As negociações em torno da Lei da Nacionalidade estão em andamento na Assembleia da República e têm gerado grande expectativa na população portuguesa. O tema é de extrema importância, pois diz respeito ao direito de milhares de pessoas de adquirir a nacionalidade portuguesa e, consequentemente, de usufruir dos benefícios e deveres que a cidadania oferece.
A atual Lei da Nacionalidade, em vigor desde 1981, tem sido alvo de críticas e debates acalorados ao longo dos anos. O principal ponto de discussão é a possibilidade de atribuição da nacionalidade portuguesa aos descendentes de cidadãos portugueses nascidos no estrangeiro, conhecidos como “netos de portugueses”. Atualmente, a lei prevê que apenas os filhos de portugueses nascidos no exterior tenham direito à cidadania, o que tem gerado uma grande injustiça para muitos descendentes que desejam se reconectar com suas raízes e ter acesso à sua identidade cultural.

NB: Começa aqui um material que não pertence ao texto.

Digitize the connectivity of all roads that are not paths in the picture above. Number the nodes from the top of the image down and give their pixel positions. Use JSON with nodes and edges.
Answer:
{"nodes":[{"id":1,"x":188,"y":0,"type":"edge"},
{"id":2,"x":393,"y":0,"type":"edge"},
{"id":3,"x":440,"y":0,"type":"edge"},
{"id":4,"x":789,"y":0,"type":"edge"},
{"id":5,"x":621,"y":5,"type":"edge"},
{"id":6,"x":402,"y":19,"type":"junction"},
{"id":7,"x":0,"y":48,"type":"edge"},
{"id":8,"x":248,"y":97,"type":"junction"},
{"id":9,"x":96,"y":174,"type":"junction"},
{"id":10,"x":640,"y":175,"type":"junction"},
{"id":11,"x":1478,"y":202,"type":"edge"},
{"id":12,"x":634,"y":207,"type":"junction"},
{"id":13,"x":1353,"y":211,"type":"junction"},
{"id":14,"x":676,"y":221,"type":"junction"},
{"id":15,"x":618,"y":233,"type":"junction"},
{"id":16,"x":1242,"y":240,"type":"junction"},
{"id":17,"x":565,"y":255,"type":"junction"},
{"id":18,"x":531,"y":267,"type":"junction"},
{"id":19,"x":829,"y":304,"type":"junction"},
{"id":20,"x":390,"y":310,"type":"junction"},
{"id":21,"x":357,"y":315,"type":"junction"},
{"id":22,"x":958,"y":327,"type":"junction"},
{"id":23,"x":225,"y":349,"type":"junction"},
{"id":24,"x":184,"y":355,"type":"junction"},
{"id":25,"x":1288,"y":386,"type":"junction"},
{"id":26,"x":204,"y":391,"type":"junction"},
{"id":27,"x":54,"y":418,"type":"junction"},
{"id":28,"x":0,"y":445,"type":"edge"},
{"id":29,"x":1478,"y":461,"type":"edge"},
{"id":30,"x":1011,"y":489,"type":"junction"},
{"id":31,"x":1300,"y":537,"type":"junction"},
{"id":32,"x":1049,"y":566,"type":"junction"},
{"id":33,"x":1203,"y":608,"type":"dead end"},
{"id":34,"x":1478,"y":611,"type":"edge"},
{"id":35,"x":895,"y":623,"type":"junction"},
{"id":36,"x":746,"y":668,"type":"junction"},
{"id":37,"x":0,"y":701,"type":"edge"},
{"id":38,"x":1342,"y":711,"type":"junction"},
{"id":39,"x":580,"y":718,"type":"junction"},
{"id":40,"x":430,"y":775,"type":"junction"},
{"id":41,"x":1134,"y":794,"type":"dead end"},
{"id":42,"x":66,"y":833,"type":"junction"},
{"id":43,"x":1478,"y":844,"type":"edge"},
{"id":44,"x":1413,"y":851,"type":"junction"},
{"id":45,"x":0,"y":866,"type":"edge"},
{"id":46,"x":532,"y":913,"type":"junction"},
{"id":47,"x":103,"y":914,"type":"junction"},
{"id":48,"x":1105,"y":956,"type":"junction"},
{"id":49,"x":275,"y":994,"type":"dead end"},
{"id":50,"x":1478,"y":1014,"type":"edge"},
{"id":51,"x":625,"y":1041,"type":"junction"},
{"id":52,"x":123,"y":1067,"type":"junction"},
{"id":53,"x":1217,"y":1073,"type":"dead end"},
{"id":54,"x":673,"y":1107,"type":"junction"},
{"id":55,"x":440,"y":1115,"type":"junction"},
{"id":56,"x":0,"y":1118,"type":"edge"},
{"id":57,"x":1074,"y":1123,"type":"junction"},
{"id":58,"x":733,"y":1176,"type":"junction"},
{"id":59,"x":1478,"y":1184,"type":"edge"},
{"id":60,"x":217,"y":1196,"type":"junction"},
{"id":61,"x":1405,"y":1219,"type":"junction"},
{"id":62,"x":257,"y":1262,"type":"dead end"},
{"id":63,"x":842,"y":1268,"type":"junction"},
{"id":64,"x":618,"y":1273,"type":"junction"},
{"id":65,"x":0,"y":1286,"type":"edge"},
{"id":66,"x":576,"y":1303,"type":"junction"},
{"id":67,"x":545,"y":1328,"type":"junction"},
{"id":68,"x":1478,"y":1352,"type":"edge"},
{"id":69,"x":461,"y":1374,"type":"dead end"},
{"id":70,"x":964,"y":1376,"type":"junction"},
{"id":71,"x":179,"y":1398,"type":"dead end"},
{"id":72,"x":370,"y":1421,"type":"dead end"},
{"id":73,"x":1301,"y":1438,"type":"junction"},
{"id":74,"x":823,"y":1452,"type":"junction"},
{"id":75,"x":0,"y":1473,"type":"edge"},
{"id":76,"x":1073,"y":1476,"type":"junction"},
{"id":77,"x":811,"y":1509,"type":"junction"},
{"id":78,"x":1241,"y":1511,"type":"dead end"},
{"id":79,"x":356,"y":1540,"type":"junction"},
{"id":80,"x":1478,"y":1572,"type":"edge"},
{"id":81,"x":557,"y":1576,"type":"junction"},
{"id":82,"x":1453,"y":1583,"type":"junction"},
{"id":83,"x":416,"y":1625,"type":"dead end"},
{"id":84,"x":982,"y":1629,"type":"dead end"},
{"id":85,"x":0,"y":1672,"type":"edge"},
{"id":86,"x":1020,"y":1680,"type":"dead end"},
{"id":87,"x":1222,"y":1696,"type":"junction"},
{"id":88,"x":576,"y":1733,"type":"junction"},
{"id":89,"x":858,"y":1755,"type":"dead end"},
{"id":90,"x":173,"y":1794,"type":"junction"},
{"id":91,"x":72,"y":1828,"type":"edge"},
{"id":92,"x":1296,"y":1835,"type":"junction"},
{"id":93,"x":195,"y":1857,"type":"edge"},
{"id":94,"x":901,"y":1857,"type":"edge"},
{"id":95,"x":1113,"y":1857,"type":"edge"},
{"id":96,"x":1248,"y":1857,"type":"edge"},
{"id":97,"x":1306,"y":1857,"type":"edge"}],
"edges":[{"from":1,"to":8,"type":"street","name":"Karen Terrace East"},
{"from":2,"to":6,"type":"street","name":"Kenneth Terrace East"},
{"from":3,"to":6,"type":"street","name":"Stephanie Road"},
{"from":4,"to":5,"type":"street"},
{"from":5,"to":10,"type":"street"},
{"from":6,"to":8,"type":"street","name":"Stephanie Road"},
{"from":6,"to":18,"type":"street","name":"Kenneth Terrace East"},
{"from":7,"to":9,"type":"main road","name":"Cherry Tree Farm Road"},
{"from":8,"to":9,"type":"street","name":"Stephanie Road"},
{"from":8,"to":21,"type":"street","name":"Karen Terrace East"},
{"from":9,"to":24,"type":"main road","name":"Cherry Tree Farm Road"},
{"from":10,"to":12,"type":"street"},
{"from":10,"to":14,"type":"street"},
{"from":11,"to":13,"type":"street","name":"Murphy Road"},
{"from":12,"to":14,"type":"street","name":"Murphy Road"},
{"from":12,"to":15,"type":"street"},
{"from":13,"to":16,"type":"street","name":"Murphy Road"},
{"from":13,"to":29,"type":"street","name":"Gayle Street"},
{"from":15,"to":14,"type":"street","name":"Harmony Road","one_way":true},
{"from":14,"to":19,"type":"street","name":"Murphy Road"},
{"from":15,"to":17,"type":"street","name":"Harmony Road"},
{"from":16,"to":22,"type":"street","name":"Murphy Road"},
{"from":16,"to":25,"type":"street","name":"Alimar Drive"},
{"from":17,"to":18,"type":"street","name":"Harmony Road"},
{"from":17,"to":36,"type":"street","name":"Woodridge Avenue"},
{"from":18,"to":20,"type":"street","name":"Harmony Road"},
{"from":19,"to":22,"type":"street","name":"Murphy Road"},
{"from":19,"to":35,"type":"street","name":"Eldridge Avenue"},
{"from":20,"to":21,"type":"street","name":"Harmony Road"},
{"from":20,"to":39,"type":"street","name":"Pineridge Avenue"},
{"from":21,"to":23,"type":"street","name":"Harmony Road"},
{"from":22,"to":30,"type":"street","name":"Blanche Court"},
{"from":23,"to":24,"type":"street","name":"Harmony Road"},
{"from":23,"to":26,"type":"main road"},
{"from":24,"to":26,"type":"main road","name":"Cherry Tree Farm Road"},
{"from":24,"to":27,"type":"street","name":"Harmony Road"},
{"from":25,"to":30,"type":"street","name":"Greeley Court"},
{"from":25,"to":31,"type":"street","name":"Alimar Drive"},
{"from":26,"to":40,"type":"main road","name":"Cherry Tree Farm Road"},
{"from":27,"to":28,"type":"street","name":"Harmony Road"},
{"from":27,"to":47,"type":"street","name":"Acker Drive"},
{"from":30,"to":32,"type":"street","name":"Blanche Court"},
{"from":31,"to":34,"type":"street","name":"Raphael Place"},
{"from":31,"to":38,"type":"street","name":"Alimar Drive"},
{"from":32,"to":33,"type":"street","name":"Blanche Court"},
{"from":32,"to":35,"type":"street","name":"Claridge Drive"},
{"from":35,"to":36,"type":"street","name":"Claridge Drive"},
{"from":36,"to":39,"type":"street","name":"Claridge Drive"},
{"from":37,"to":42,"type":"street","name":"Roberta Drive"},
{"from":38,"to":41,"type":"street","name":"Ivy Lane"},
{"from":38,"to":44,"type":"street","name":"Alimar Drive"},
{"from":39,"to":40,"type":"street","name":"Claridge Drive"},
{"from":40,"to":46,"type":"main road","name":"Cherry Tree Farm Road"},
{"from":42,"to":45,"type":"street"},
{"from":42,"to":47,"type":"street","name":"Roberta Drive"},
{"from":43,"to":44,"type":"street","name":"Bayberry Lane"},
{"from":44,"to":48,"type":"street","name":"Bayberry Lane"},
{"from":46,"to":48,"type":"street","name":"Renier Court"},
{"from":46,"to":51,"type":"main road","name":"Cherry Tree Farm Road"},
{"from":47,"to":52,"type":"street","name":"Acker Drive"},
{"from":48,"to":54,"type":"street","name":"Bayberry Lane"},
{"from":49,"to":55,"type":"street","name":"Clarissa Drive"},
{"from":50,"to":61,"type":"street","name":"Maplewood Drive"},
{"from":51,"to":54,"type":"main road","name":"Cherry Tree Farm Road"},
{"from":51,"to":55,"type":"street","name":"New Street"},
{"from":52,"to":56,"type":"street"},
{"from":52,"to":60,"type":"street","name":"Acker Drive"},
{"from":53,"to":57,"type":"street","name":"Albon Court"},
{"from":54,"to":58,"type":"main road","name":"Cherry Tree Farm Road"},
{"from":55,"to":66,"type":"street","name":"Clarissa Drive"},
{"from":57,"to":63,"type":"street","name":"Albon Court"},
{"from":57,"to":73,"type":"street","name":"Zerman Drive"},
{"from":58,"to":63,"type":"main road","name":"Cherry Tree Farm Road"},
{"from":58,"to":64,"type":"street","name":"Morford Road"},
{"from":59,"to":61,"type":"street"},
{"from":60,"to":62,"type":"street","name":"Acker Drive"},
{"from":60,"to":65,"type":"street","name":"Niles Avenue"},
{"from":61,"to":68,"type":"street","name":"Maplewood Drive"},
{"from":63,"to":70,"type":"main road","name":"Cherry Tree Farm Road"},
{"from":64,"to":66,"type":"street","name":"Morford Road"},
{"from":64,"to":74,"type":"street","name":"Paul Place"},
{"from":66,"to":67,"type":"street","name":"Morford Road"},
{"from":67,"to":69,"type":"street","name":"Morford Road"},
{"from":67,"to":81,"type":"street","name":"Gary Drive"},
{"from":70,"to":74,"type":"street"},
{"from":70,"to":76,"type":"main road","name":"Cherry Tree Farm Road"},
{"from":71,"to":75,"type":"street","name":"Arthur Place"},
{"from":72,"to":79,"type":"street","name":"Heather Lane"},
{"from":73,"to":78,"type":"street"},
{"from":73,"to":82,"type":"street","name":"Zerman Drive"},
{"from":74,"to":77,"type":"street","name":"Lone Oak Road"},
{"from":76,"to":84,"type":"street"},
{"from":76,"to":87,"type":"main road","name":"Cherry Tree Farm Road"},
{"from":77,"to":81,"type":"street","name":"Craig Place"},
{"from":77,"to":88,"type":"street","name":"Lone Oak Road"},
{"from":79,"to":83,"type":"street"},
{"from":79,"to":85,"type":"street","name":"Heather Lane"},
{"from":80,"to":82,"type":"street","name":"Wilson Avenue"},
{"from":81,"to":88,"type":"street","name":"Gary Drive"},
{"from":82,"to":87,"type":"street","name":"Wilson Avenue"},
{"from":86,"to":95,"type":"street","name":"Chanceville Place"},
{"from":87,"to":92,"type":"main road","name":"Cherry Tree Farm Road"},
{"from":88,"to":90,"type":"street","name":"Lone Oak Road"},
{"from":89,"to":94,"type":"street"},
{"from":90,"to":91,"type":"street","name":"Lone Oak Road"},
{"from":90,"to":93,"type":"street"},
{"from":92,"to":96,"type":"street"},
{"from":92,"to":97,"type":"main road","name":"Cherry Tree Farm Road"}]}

Diante dessa realidade, o governo português tem se empenhado em promover mudanças na Lei da Nacionalidade, a fim de torná-la mais inclusiva e justa. Desde 2017, foram apresentadas diversas propostas de alteração, mas até o momento nenhuma foi aprovada. No entanto, acredita-se que as negociações em curso na Assembleia da República possam finalmente trazer avanços significativos nessa questão.
Uma das propostas em discussão é a atribuição automática da nacionalidade portuguesa aos netos de portugueses, desde que comprovem vínculos efetivos com a comunidade portuguesa e a língua portuguesa. Essa medida é vista como um importante passo para corrigir as injustiças cometidas pela lei atual e fortalecer os laços entre Portugal e suas comunidades no exterior.
Outro ponto relevante é a possibilidade de aquisição da nacionalidade por casamento. Atualmente, é exigido um prazo de três anos de casamento para que o cônjuge estrangeiro possa solicitar a cidadania portuguesa. No entanto, a proposta em discussão prevê a redução desse prazo para um ano, o que facilitaria o processo para muitos casais que desejam construir suas vidas em Portugal.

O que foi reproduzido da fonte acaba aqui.